Date: 9-15-93

Files: README (this file), cmudict.0.1.Z (compressed), cmulex.0.1.Z,
cmudict.0.2.Z (compressed), cmudict.0.3.Z (compressed), cmulex.0.3.Z,
phoneset.0.1, phoneset.0.3.

This directory contains a pronunciation dictionaries (cmudict.0.1.Z is
the first one we put out, cmudict.0.3.Z is the latest and most up-to-date)
containing approximately 100k words and their transcriptions; lists of the
words are in cmulex.0.1.Z and cmulex.0.3.Z. We use these dictionaries
at CMU in our speech understanding systems.

The phone set for this dictionary contains 39 phones, which can be found in
phoneset.0.3.

Stress is indicated by means of a numeral [012] attached to a vowel:
  0 = no stress
  1 = primary stress
  2 = secondary stress

Alternate transcriptions are identified with a numeral in parentheses as
part of the lexical entry.

We generated this dictionary using the following independent sources:
- a 20k+ general English dictionary, built by hand at CMU
  (extensively proofed and used).
- a 200k+ UCLA-proofed version of the shoup dictionary.
- a 32k subset of the Dragon dictionary.
- a 53k+ dictionary of proper names, synthesiser-generated, unproofed.
- a 200k dictionary generated with Orator, unproofed.
- a 200k dictionary generated with Mitalk, unproofed.

All entries that occur solely in copyrighted sources, like the Dragon
dictionary, are not currently included in this dictionary. if you have
words and transcriptions that you would like included in this unrestricted
resource, please send them to Robert L. Weide (weide@cs.cmu.edu) and we
will consider them for an upcoming version.

All of the above sources were preprocessed and the transcriptions in the
current cmudict.0.1 were selected from the transcriptions in the sources or
a combination thereof. We have removed some potentially unreliable
transcriptions from this dictionary, including those based on only one
source, and will reintroduce them once we have verified the transcriptions.
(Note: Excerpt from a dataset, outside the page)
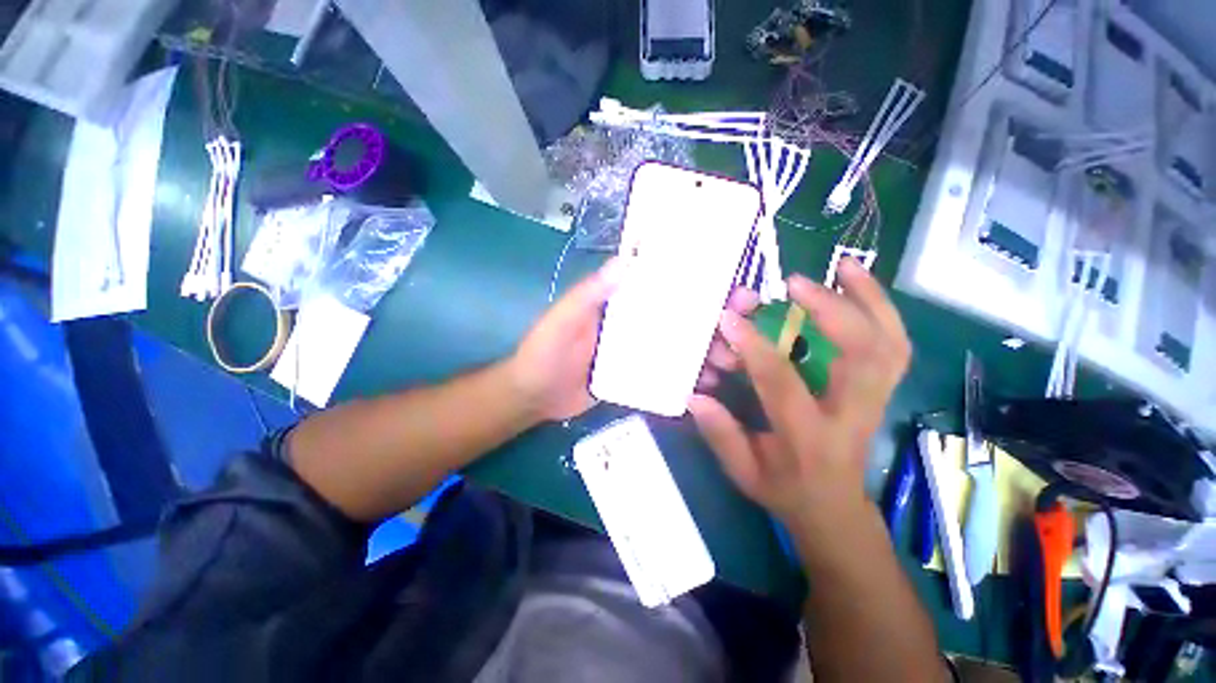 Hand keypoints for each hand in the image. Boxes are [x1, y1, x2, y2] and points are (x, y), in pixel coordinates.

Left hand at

CMU does not guarantee the accuracy of this dictionary, nor its suitablity
for any specific purpose. In fact, we expect a number of errors, omissions
and inconsistencies to remain in the current result. We intend to continually
update the dictionary as we make progress in correcting them. We will make
subsequent versions available via anonymous ftp, and those who would like
notification when updated versions are available should send email to
weide@cs.cmu.edu.

We welcome input from users: send e-mail to Robert L. Weide (weide@cs.cmu.edu)
for comments and suggestions on the content of the dictionary, or to Peter
Jansen (pjj@cs.cmu.edu) for questions regarding the combination process.

The Carnegie Mellon Pronouncing Dictionary [cmudict.0.1] is Copyright 1993
by Carnegie Mellon University. Use of this dictionary, for any research or
commercial purpose, is completely unrestricted.  If you make use of or
redistribute this material, we would appreciate acknowlegement of its origin.

Finally, if you add words to or correct words in this dictionary, we would like
the additions and corrections sent to us (weide@cs) for consideration in a
subsequent version. All final entries will be approved by Robert L. Weide
and Peter Jansen, editors of the dictionary.